▶ INFORMATION PROVIDED
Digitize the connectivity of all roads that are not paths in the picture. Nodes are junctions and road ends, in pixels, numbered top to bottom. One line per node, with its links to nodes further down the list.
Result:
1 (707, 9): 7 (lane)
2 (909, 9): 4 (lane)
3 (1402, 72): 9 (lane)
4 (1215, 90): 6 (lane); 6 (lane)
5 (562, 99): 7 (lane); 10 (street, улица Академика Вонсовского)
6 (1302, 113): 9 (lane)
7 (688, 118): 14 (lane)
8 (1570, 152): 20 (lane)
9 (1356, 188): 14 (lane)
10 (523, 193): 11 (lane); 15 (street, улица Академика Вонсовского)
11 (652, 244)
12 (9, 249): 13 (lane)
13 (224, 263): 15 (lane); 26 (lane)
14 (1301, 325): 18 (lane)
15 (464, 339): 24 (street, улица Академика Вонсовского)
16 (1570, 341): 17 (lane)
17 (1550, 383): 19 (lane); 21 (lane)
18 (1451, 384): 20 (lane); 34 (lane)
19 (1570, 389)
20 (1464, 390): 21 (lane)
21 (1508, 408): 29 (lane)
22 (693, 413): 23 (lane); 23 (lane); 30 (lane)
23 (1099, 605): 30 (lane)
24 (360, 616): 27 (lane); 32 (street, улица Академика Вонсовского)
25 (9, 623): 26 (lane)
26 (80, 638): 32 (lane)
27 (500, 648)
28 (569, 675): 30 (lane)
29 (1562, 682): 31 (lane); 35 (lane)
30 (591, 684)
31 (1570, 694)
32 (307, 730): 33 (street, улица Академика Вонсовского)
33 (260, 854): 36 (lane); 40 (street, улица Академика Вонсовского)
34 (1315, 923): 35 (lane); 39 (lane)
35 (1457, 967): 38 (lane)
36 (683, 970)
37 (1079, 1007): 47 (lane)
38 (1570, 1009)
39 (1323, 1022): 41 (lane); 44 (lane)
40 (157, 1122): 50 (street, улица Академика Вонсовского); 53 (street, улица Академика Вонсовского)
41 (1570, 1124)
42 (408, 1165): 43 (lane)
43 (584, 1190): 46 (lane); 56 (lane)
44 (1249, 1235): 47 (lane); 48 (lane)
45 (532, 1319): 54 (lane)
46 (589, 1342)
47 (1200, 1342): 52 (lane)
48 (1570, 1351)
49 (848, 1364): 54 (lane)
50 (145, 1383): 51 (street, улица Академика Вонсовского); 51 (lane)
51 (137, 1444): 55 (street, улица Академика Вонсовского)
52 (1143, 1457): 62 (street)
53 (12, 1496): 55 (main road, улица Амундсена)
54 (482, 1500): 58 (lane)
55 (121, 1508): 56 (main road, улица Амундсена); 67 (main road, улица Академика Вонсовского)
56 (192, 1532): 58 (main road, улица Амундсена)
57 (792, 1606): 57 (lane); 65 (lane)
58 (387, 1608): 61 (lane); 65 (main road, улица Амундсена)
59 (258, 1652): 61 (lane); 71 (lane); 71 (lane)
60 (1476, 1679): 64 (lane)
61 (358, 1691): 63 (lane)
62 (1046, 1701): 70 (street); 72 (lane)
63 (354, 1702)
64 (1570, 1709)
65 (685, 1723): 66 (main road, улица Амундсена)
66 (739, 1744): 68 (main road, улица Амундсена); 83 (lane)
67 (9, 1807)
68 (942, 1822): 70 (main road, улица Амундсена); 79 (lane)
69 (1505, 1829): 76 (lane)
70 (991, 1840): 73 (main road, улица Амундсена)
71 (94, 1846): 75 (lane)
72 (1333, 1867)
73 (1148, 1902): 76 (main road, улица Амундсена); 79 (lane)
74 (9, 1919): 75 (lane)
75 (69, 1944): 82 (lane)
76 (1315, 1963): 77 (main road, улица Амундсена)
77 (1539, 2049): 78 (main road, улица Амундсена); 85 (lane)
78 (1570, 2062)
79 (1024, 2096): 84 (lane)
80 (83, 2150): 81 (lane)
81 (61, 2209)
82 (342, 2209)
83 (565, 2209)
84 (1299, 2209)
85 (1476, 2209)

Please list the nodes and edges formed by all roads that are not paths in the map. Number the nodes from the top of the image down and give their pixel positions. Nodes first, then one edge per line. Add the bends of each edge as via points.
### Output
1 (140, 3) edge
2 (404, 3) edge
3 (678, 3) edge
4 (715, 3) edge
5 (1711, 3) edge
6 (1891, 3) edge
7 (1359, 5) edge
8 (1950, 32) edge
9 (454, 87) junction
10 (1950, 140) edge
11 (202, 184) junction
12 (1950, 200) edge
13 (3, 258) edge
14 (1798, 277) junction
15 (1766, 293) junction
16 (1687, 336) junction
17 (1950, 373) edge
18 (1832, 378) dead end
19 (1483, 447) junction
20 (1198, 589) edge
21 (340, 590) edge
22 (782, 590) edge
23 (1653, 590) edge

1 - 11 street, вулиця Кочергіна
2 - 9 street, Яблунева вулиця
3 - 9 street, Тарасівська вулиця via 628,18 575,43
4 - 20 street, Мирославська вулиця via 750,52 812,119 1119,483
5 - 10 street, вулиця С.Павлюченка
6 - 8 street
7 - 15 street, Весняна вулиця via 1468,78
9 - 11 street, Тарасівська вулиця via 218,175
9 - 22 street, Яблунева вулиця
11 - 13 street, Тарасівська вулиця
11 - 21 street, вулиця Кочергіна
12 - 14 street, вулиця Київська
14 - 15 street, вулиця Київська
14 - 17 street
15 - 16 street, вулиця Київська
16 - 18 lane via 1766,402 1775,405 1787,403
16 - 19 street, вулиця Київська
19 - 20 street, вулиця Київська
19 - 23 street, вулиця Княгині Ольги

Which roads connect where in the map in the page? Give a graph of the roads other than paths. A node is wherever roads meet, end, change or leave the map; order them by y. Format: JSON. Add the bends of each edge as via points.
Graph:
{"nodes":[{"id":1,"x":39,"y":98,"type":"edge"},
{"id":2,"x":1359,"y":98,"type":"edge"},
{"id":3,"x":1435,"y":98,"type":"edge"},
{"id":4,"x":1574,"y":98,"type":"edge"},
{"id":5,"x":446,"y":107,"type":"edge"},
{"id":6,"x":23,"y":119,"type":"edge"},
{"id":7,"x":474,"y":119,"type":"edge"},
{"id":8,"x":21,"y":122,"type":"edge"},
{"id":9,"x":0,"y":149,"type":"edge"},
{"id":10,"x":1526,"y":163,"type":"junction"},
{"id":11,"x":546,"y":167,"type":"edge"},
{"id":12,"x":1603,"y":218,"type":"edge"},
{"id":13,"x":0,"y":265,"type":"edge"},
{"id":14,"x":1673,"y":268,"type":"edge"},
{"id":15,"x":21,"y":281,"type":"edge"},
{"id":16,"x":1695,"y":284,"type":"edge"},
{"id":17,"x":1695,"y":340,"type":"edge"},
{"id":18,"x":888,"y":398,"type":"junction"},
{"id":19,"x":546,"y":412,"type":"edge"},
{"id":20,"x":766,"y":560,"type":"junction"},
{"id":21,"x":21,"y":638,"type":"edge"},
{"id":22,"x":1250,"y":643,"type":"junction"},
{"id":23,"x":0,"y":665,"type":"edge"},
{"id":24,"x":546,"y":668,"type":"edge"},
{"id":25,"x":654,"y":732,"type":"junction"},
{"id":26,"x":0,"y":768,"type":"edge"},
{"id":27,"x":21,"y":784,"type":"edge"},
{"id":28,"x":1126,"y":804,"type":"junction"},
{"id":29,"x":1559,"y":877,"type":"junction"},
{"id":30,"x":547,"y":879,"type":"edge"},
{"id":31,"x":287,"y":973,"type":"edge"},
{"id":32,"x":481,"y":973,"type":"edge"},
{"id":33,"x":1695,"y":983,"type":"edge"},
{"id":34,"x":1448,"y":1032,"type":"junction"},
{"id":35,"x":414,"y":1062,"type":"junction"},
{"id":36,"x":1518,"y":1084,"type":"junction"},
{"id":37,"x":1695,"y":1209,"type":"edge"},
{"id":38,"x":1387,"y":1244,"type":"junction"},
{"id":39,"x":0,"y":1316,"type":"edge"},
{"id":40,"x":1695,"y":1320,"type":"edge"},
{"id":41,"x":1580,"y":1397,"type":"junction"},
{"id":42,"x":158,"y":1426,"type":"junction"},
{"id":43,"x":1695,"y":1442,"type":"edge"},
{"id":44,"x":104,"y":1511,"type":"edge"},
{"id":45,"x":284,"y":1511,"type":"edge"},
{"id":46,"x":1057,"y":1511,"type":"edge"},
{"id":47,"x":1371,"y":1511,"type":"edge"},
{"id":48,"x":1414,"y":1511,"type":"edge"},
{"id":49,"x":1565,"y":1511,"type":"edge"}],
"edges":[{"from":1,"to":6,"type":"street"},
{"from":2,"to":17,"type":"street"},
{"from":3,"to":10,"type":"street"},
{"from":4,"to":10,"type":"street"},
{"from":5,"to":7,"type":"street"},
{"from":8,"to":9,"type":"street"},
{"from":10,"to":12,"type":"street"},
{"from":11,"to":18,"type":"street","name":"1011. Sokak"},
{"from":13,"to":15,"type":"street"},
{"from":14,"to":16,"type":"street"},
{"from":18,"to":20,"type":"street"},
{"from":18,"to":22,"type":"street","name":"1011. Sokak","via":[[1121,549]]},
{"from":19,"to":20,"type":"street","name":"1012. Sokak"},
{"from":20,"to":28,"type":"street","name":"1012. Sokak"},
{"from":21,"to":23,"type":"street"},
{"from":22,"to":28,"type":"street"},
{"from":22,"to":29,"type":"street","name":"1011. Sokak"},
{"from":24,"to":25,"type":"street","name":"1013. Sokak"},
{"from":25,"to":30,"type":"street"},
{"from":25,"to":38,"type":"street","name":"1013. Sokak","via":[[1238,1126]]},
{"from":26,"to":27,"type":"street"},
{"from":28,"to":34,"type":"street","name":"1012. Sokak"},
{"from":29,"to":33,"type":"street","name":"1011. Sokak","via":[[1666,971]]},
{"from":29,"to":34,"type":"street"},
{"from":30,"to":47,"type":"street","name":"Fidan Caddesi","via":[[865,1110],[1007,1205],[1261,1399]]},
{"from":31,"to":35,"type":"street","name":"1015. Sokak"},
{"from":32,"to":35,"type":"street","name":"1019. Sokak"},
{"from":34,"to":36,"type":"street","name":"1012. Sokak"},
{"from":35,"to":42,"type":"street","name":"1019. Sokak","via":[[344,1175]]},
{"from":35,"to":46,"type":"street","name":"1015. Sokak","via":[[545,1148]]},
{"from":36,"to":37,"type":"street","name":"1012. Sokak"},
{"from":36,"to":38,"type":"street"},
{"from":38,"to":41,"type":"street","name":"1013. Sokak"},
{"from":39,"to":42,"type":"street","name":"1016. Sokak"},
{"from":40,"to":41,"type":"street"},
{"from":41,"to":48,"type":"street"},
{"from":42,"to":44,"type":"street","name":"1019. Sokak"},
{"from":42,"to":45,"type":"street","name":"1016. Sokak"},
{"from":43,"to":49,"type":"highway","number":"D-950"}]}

▶ TASK BRIEF
List every line in the records above that contains the word "Академика".

▶ PROBLEM SOLUTION
5 (562, 99): 7 (lane); 10 (street, улица Академика Вонсовского)
10 (523, 193): 11 (lane); 15 (street, улица Академика Вонсовского)
15 (464, 339): 24 (street, улица Академика Вонсовского)
24 (360, 616): 27 (lane); 32 (street, улица Академика Вонсовского)
32 (307, 730): 33 (street, улица Академика Вонсовского)
33 (260, 854): 36 (lane); 40 (street, улица Академика Вонсовского)
40 (157, 1122): 50 (street, улица Академика Вонсовского); 53 (street, улица Академика Вонсовского)
50 (145, 1383): 51 (street, улица Академика Вонсовского); 51 (lane)
51 (137, 1444): 55 (street, улица Академика Вонсовского)
55 (121, 1508): 56 (main road, улица Амундсена); 67 (main road, улица Академика Вонсовского)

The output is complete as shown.